MAE (pickup activity)
monthCat	MAE
High-demand month	0.5455064
Low-demand month	0.3641645
Medium-demand month	0.4790297

ride.test.e %>%
  group_by(monthCat) %>%
  summarise(MAE = mean(abs(error))) %>%
  kable(caption = "MAE (return activity)") %>%
  kable_styling("striped", full_width = F,position = "center")

MAE (return activity)
monthCat	MAE
High-demand month	0.5510436
Low-demand month	0.3614943
Medium-demand month	0.4888506

As we mentioned above, months are divided into three categories: low demand in March and April, medium demand in May and June, high-demand in July and August.

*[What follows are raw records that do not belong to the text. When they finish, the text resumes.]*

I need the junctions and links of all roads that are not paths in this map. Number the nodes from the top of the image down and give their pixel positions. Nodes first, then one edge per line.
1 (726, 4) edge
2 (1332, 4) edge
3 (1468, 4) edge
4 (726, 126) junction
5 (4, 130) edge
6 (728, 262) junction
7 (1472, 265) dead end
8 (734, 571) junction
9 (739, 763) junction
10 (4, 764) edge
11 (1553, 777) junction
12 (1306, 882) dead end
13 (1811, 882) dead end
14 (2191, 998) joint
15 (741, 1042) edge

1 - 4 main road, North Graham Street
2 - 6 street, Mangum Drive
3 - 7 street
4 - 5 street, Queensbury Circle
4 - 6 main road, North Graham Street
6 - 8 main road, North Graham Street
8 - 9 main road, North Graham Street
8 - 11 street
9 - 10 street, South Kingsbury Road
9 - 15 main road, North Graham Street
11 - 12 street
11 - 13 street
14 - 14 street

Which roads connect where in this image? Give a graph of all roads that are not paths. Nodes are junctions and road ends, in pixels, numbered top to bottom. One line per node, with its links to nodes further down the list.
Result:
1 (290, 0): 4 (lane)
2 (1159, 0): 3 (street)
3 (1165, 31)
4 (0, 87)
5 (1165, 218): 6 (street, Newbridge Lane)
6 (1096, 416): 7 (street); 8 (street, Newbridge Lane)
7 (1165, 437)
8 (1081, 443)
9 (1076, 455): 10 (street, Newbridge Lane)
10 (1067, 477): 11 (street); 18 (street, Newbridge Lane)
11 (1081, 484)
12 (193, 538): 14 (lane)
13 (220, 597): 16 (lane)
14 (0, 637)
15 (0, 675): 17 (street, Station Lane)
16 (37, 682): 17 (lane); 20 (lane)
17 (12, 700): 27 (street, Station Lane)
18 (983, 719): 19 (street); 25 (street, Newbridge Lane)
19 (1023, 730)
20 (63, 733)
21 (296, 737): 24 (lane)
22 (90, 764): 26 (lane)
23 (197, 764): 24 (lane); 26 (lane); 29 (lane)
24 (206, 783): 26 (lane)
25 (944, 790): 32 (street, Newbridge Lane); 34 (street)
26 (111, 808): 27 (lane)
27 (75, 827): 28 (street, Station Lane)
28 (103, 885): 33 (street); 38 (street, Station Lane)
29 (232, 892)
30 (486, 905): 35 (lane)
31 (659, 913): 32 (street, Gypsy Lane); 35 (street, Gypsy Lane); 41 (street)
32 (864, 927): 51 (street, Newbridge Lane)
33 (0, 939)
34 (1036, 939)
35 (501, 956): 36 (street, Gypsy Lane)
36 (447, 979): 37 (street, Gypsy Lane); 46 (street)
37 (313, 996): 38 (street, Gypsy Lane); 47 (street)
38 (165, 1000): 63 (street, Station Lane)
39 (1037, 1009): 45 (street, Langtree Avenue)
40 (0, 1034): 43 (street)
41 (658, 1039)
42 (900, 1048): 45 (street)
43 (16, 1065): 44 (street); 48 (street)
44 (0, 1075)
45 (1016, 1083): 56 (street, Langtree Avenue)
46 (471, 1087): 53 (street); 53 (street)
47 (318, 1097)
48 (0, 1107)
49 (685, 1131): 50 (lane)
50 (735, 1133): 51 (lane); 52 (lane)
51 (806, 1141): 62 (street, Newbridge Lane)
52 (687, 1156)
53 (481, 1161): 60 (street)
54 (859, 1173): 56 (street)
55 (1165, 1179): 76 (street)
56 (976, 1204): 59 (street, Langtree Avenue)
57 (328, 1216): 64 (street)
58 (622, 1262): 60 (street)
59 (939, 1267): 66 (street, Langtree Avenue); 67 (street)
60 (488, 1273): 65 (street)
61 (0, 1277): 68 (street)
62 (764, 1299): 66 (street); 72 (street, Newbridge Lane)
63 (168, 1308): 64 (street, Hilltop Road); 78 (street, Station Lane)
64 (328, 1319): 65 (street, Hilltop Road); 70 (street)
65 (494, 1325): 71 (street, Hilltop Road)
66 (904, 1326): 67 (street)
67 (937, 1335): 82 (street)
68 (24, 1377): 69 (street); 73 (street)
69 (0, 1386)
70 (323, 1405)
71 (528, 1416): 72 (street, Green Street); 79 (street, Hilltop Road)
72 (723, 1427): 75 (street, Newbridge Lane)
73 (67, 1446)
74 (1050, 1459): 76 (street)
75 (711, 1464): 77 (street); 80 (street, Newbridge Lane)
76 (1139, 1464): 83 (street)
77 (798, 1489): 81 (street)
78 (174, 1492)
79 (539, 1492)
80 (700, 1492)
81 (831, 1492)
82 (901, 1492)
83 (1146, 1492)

Here are predicted results from these three scenarios.

grid.arrange(
#low----
ggplot(data=ride.test.s %>% 
  subset(monthCat=='Low-demand month') %>%
  dplyr::select(interval60, GEOID, Trip_Count, pred) %>%
  gather(Variable, Value, -interval60, -GEOID) %>%
  group_by(Variable, interval60) %>%
  summarize(Value = sum(Value)), aes(interval60, Value, colour=Variable)) + 
  geom_line(size=1.1) + 
  labs(title = "Pickup in Louisville; Low-demand month",  x = "Hour", y= "Station Trips") +
  plotTheme,

ggplot(ride.test.e %>% 
  subset(monthCat=='Low-demand month') %>%
  dplyr::select(interval60, GEOID, Trip_Count, pred) %>%
  gather(Variable, Value, -interval60, -GEOID) %>%
  group_by(Variable, interval60) %>%
  summarize(Value = sum(Value)), aes(interval60, Value, colour=Variable)) + 
  geom_line(size=1.1) + 
  labs(title = "Return in Louisville; Low-demand month",  x = "Hour", y= "Station Trips") +
  plotTheme,

#mild----
ggplot(ride.test.s %>% 
  subset(monthCat=='Medium-demand month') %>%
  dplyr::select(interval60, GEOID, Trip_Count, pred) %>%
  gather(Variable, Value, -interval60, -GEOID) %>%
  group_by(Variable, interval60) %>%
  summarize(Value = sum(Value)), aes(interval60, Value, colour=Variable)) + 
  geom_line(size=1.1) + 
  labs(title = "Pickup in Louisville; Medium-demand month",  x = "Hour", y= "Station Trips") +
  plotTheme,

ggplot(ride.test.e %>% 
  subset(monthCat=='Medium-demand month') %>%
  dplyr::select(interval60, GEOID, Trip_Count, pred) %>%
  gather(Variable, Value, -interval60, -GEOID) %>%
  group_by(Variable, interval60) %>%
  summarize(Value = sum(Value)), aes(interval60, Value, colour=Variable)) + 
  geom_line(size=1.1) + 
  labs(title = "Return in Louisville; Medium-demand month",  x = "Hour", y= "Station Trips") +
  plotTheme,
#high----
ggplot(ride.test.s %>% 
  subset(monthCat=='High-demand month') %>%
  dplyr::select(interval60, GEOID, Trip_Count, pred) %>%
  gather(Variable, Value, -interval60, -GEOID) %>%
  group_by(Variable, interval60) %>%
  summarize(Value = sum(Value)), aes(interval60, Value, colour=Variable)) + 
  geom_line(size=1.1) + 
  labs(title = "Pickup in Louisville; High-demand month",  x = "Hour", y= "Station Trips") +
  plotTheme,

ggplot(ride.test.e %>% 
  subset(monthCat=='High-demand month') %>%
  dplyr::select(interval60, GEOID, Trip_Count, pred) %>%
  gather(Variable, Value, -interval60, -GEOID) %>%
  group_by(Variable, interval60) %>%
  summarize(Value = sum(Value)), aes(interval60, Value, colour=Variable)) + 
  geom_line(size=1.1) + 
  labs(title = "Return in Louisville; High-demand month",  x = "Hour", y= "Station Trips") +
  plotTheme,
top='Predicted/Observed scooter time series', ncol=1
)

Then we plot the distribution of MAE by census tract. These maps indicate that for both the demand and supply model, higher error comes from downtown and university areas, where scooter demands are more intensive.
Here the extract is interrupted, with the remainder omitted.